Example 6: gRNA Optimization for dCasΦ.12(E567Q)-ABE8e Deaminase Fusion Protein

Base editing efficiency of the fusion protein was further explored by optimization of the gRNA design. An exemplary base editing fusion protein, dCasΦ.12(E567Q)-XTEN10-ABE8e (SEQ ID NO: 545), was selected based on the analysis conducted in Example 5. 72 gRNA designs were created, which targeted the same four sites as described in Example 5: FUT8-target 2, B2M-target 2, PDCD1-target 87, and PDCD1-target 75. Each guide was tested with a 36, 24, and 20 repeat length combined with 12, 14, 16, 18, 20, and 23 spacer lengths as shown in TABLE 7. Cells were treated and base modifications were analyzed according to the methods described in Example 1. Base editing levels were evaluated for each target site gRNA design.
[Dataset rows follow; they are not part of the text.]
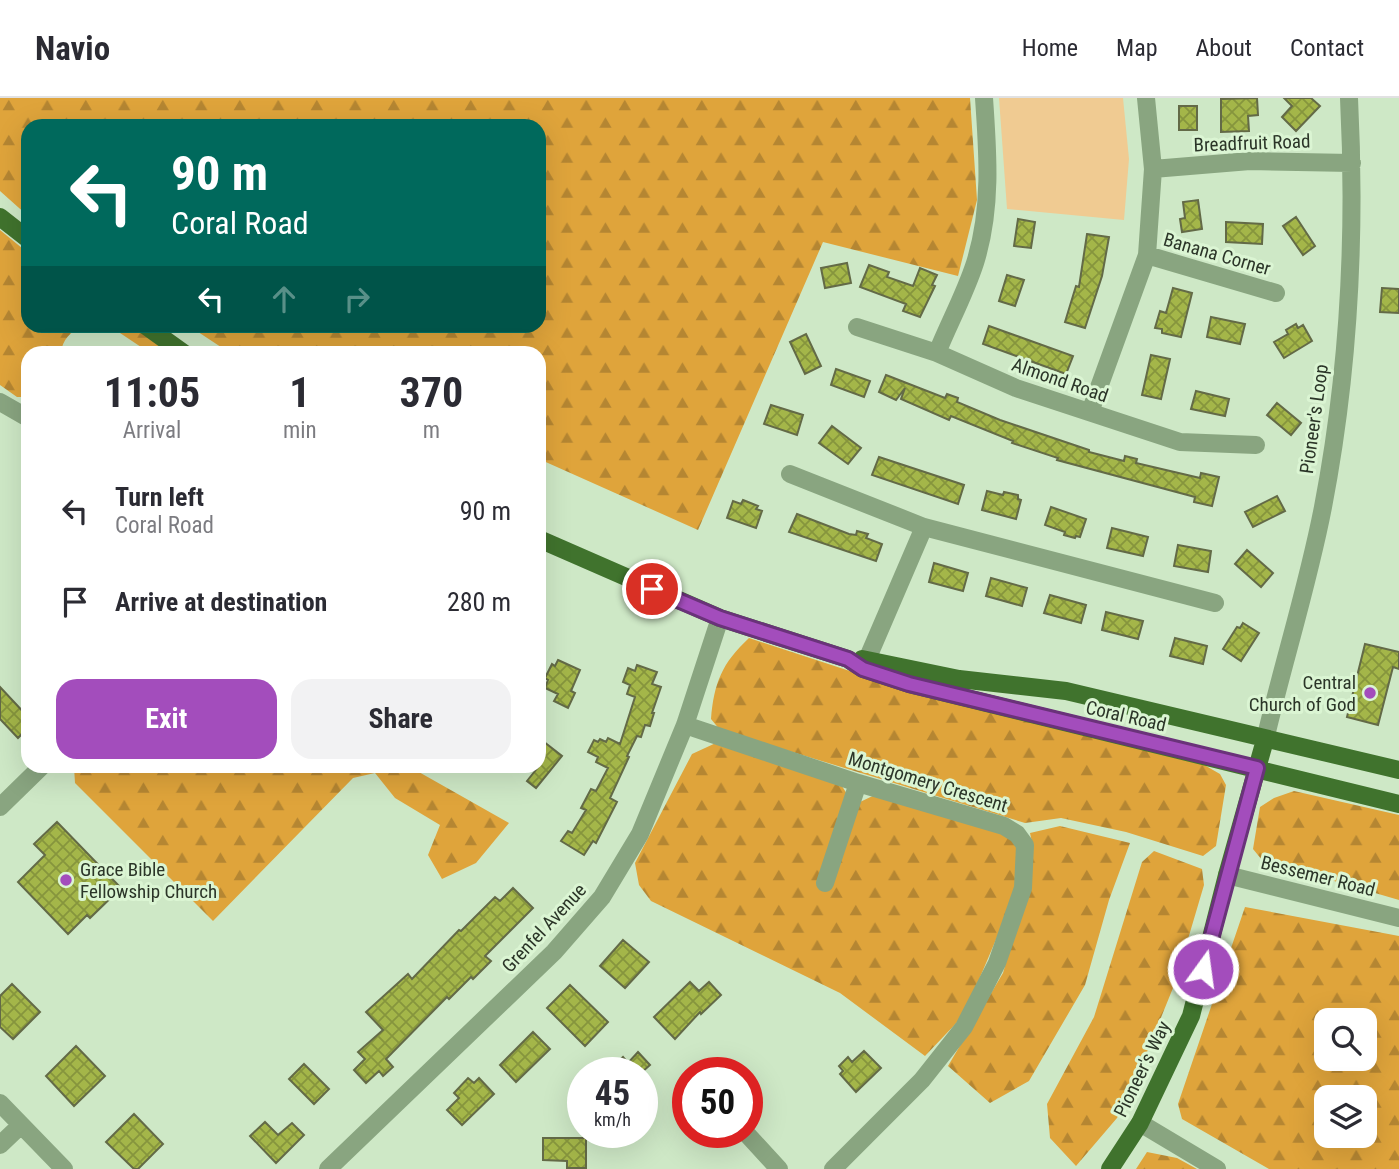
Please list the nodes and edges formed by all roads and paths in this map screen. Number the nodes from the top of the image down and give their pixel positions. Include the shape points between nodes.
1 (984, 98) edge
2 (1146, 98) edge
3 (1349, 98) edge
4 (1352, 163) junction
5 (1153, 169) junction
6 (0, 217) edge
7 (21, 234) edge
8 (1147, 255) junction
9 (1276, 293) dead end
10 (858, 327) dead end
11 (156, 333) edge
12 (174, 346) edge
13 (937, 353) junction
14 (0, 402) edge
15 (1090, 412) junction
16 (21, 414) edge
17 (1256, 445) dead end
18 (790, 474) dead end
19 (924, 527) junction
20 (546, 542) edge
21 (1215, 603) dead end
22 (720, 618) junction
23 (865, 664) junction
24 (685, 725) junction
25 (1265, 740) junction
26 (1257, 768) junction
27 (1399, 770) edge
28 (35, 773) edge
29 (858, 783) junction
30 (1399, 804) edge
31 (0, 807) edge
32 (1227, 875) junction
33 (825, 883) dead end
34 (1399, 918) edge
35 (0, 1103) edge
36 (1140, 1124) junction
37 (21, 1125) junction
38 (0, 1145) edge
39 (760, 1148) edge
40 (64, 1169) edge
41 (328, 1169) edge
42 (779, 1169) edge
43 (833, 1169) edge
44 (1110, 1169) edge
45 (1217, 1169) edge

1 - 13 street via 989,175 985,220 975,264
2 - 5 street
3 - 4 street, Pioneer's Loop
4 - 5 street, Breadfruit Road via 1250,161
4 - 25 street, Pioneer's Loop via 1348,316 1334,438 1322,508
5 - 8 street
6 - 7 main road
8 - 9 street, Banana Corner
8 - 15 street
10 - 13 street, Almond Road
11 - 12 main road
13 - 15 street, Almond Road via 1000,382
14 - 16 street
15 - 17 street, Almond Road via 1180,442
18 - 19 street
19 - 21 street
19 - 23 street
20 - 22 main road, Coral Road
22 - 23 main road, Coral Road
22 - 24 street, Grenfel Avenue
23 - 25 main road, Coral Road via 1066,691
23 - 26 main road, Coral Road via 909,684
24 - 29 street, Montgomery Crescent
24 - 41 street, Grenfel Avenue via 640,834 602,897 554,952
25 - 26 main road, Pioneer's Way
25 - 27 main road, Coral Road
26 - 30 main road, Coral Road
26 - 32 main road, Pioneer's Way
28 - 31 street
29 - 33 street
29 - 43 street, Montgomery Crescent via 1004,825 1025,845 1023,888 997,963 964,1027 922,1080
32 - 34 street, Bessemer Road
32 - 36 main road, Pioneer's Way via 1191,1016
35 - 37 street
36 - 44 main road, Pioneer's Way
36 - 45 street
37 - 38 street
37 - 40 street
39 - 42 street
Exemplary results are shown in FIGS. 6A-6D. Optimized gRNA compositions for PDCD1-target 87 were observed to have markedly enhanced base editing function with repeat:spacer compositions comprising (36:18) or (20:20) as shown in FIG. 7A and FIG. 7B, respectively. Optimized gRNA compositions for FUT8-target 2 were observed to have markedly enhanced base editing function with repeat:spacer compositions comprising (36:18) or (20:18) as shown in FIG. 7C and FIG. 7D.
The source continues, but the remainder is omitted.